Banks and businesses in Australia have ruled out any possibility of using bitcoin after 13 of its 17 cryptocurrency exchanges were closed down last month.
Bad news for bitcoin
Bitcoin has been working hard to establish itself as a global mainstream currency for a while. Last month, Bitcoin was seen as a commodity in the United States by the Commodity Futures Trading Commission (CFTC), making it easier to regulate the technology.
Up until recently the cryptocurrency had been making some headway in Australia, with bitcoin debit cards and e-commerce applications being launched across the country. The nation was seen by many as one of bitcoin’s most promising regions, controlling nearly ten per cent of bitcoin’s $3.5bn value.
Australian business owners however have been less than impressed with the potential security risks that are associated with the currency, so aren’t willing to put their reputations on the line.

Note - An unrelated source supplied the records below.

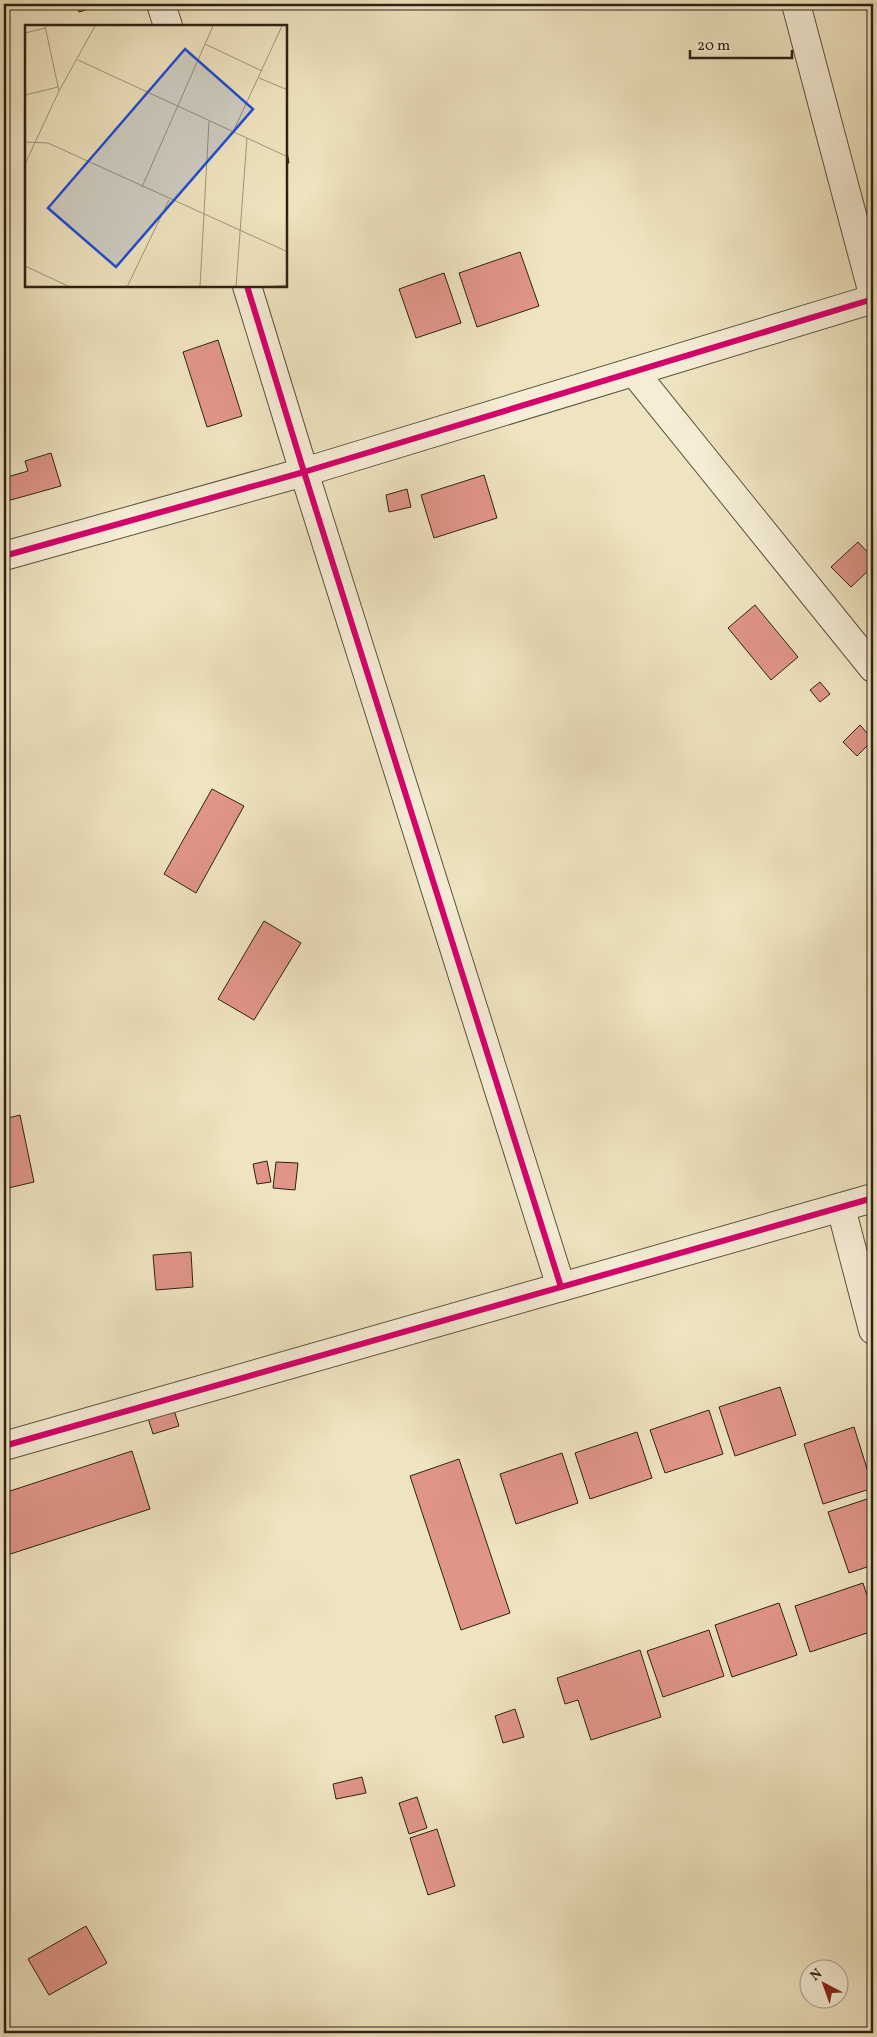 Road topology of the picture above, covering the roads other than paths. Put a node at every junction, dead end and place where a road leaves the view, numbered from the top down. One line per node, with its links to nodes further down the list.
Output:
1 (161, 4): 3 (street)
2 (796, 4): 5 (street)
3 (168, 25)
4 (248, 288): 8 (street)
5 (873, 294)
6 (873, 299): 7 (street)
7 (634, 372): 8 (street); 10 (street)
8 (304, 472): 9 (street); 13 (street)
9 (4, 556)
10 (873, 668)
11 (873, 1198): 12 (street)
12 (841, 1208): 13 (street); 14 (street)
13 (562, 1287): 15 (street)
14 (873, 1330)
15 (4, 1446)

James Snodgrass, principal of Sydney’s Forsyth Real Estate, attempted to use bitcoin for his company, but was put off by the negative reception he received from customers.
‘‘We’ve got a squeaky clean reputation, and that’s actually worth a lot more to us than dipping into this,’’ said Snodgrass, who parted ways with the cryptocurrency in 2014 after he was investigated by the Federal Tax office, who cleared Snodgrass of any wrongdoing.

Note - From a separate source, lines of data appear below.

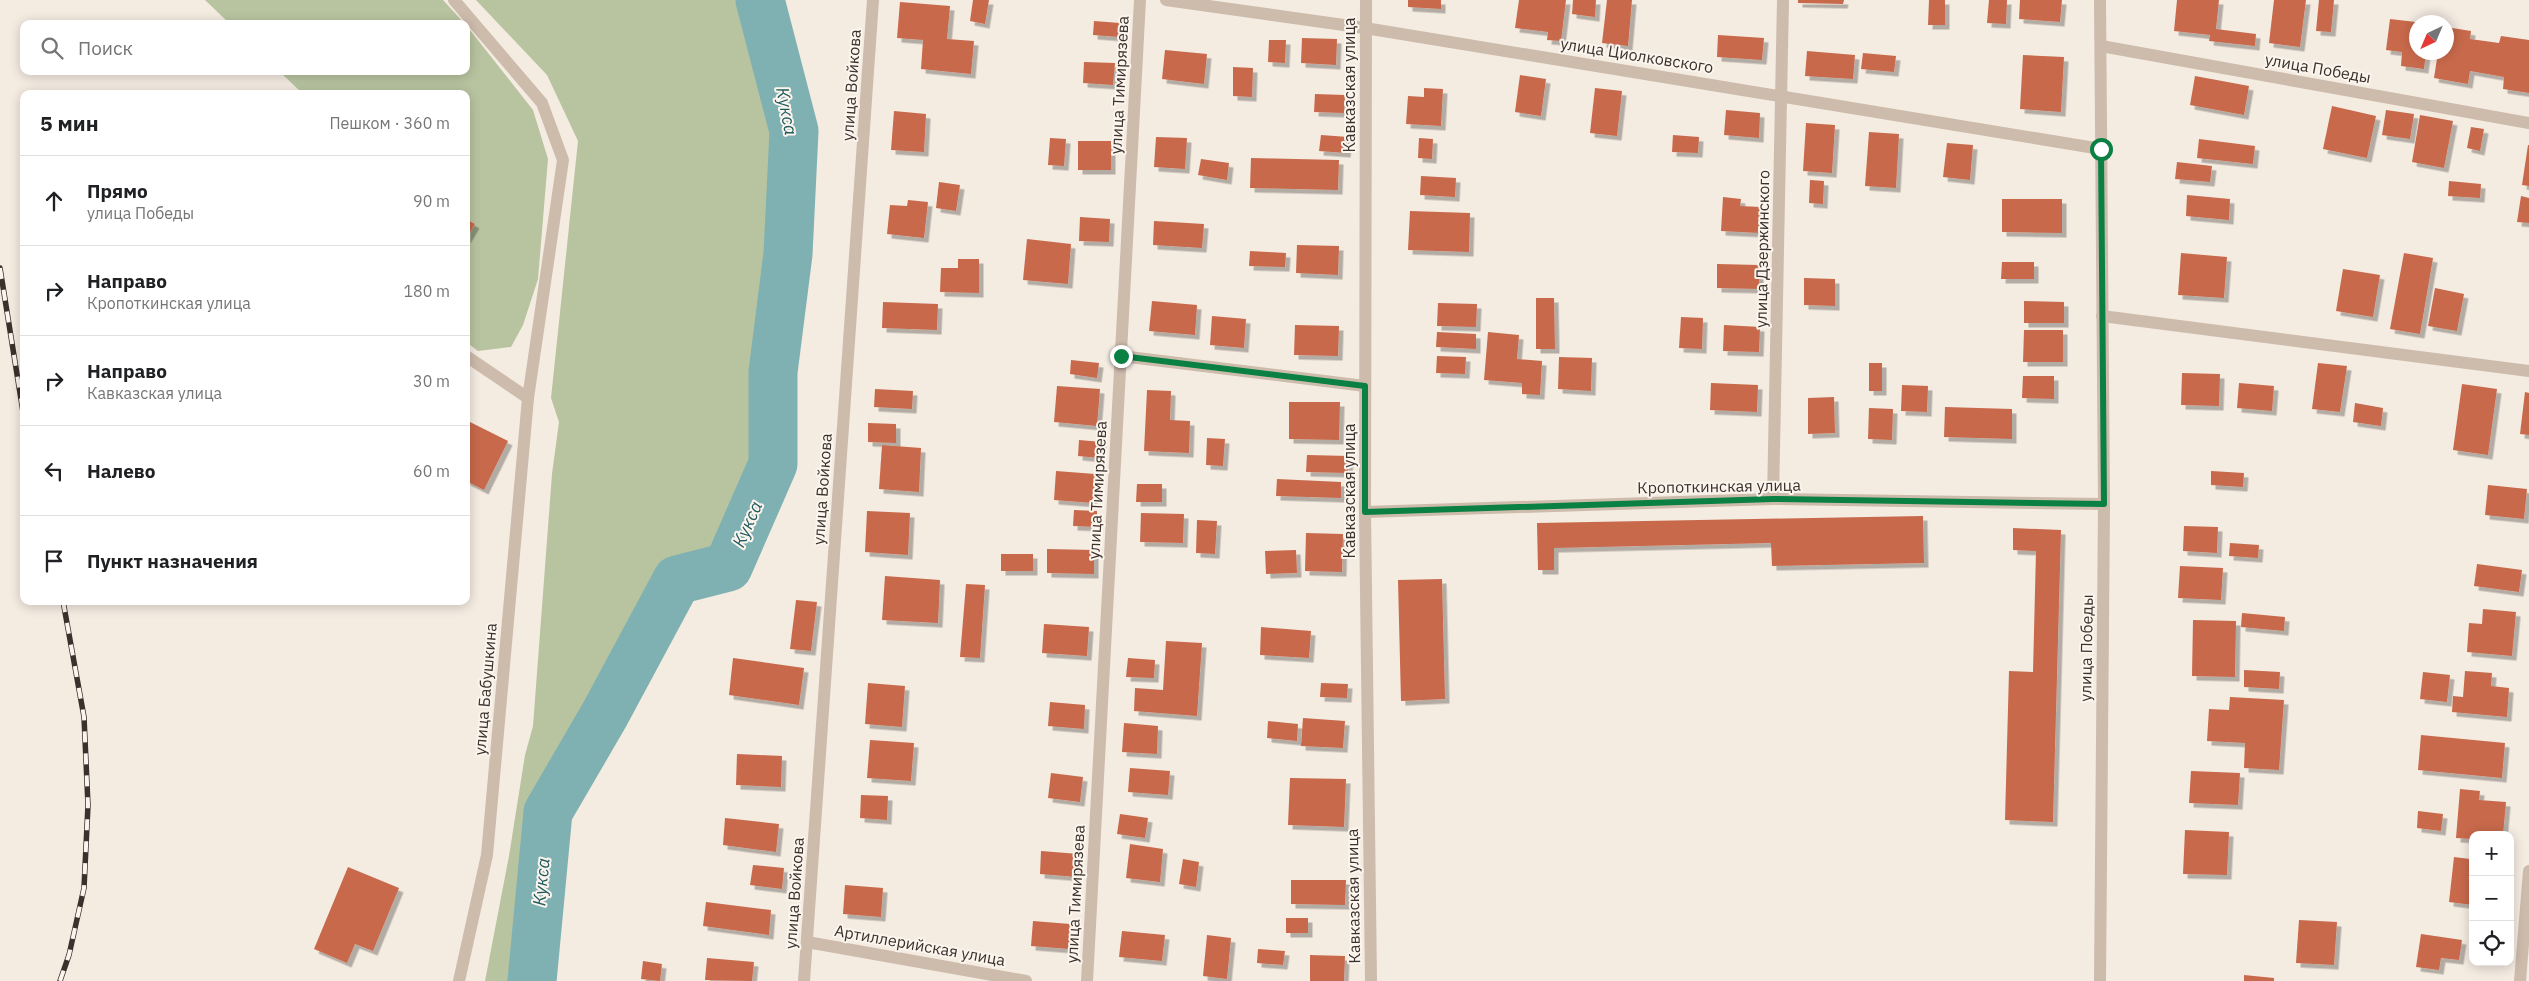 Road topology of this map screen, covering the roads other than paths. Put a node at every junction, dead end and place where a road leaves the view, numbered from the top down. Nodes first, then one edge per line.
1 (454, 0) edge
2 (873, 0) edge
3 (1140, 0) edge
4 (1166, 0) edge
5 (1366, 0) edge
6 (1783, 0) edge
7 (2100, 0) edge
8 (1365, 28) junction
9 (2101, 46) junction
10 (1781, 94) junction
11 (2529, 123) edge
12 (2101, 149) junction
13 (2102, 316) junction
14 (1121, 356) junction
15 (470, 359) edge
16 (2529, 371) edge
17 (1365, 386) junction
18 (528, 398) junction
19 (1773, 499) junction
20 (2104, 504) junction
21 (1365, 512) junction
22 (2529, 871) edge
23 (807, 942) junction
24 (459, 981) edge
25 (804, 981) edge
26 (1026, 981) edge
27 (1087, 981) edge
28 (1371, 981) edge
29 (2100, 981) edge
30 (2520, 981) edge

1 - 18 street, улица Бабушкина
2 - 23 street, улица Войкова
3 - 14 street, улица Тимирязева
4 - 8 street, улица Циолковского
5 - 8 street, Кавказская улица
6 - 10 street, улица Дзержинского
7 - 9 street, улица Победы
8 - 10 street, улица Циолковского
8 - 17 street, Кавказская улица
9 - 11 street, улица Победы
9 - 12 street, улица Победы
10 - 12 street, улица Циолковского
10 - 19 street, улица Дзержинского
12 - 13 street, улица Победы
13 - 16 street
13 - 20 street, улица Победы
14 - 17 street
14 - 27 street, улица Тимирязева
15 - 18 street
17 - 21 street, Кавказская улица
18 - 24 street, улица Бабушкина
19 - 20 street, Кропоткинская улица
19 - 21 street, Кропоткинская улица
20 - 29 street, улица Победы
21 - 28 street, Кавказская улица
22 - 30 street
23 - 25 street, улица Войкова
23 - 26 street, Артиллерийская улица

With there being no legal implications for those who use bitcoin in Australia, experts are clueless as to why banks and businesses have so abruptly turned their backs on the technology, with the nation’s government encouraging bitcoin use by recommending the removal of sales tax for those who purchase the cryptocurrency.

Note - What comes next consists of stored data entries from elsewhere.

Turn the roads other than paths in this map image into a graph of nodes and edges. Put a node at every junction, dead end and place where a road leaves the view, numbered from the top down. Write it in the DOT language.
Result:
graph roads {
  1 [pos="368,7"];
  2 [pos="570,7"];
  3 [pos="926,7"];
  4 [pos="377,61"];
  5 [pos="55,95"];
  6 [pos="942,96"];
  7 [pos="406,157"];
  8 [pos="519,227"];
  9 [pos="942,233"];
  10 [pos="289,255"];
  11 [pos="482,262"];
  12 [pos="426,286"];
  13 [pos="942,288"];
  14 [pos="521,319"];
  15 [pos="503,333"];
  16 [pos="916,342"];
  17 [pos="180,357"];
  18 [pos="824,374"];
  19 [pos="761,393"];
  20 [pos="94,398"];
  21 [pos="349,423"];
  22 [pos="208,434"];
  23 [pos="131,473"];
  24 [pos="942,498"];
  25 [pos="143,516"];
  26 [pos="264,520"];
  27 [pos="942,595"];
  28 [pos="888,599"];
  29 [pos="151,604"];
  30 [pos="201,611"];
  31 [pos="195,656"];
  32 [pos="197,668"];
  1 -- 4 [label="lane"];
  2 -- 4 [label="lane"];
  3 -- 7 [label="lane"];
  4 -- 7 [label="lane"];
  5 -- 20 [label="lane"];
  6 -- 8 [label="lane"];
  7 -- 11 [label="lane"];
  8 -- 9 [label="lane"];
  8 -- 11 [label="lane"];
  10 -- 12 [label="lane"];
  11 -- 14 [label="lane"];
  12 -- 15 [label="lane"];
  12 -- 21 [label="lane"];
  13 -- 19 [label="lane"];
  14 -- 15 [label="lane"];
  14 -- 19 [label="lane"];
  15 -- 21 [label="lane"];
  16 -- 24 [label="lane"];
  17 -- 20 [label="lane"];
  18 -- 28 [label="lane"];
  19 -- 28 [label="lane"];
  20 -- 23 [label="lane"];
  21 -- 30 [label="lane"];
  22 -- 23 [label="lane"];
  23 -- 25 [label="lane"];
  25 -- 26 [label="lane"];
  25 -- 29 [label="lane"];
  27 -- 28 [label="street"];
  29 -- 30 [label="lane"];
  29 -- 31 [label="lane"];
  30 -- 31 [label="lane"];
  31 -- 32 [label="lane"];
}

Tony Pearson, acting chief executive for the Australian Bankers’ Association, wouldn’t give a definitive answer over his nation’s outright rejection of bitcoin, but explained that its ‘‘lack of transparency and regulatory oversight raises a number of risks for users and also poses risks for the payments system, the integrity of the financial system and the erosion of the tax base.’’
If bitcoin is to have any kind of future in Australia, virtual currency leaders have to go about repairing the currency’s reputation.
13 Australian banks have closed down all of its operations involving bitcoin, with the remaining four having their accounts frozen. This has made a number of merchants question their relationship with the virtual currency.
‘‘If governments begin to aggressively attack the whole idea of cryptocurrencies and give it a bad name, it might have an adverse effect on our brand by accepting it,’’ said David Brim, co-founder of Tomcar Australia, an off-road vehicle distributor, which has sold just one car using bitcoin since November 2014.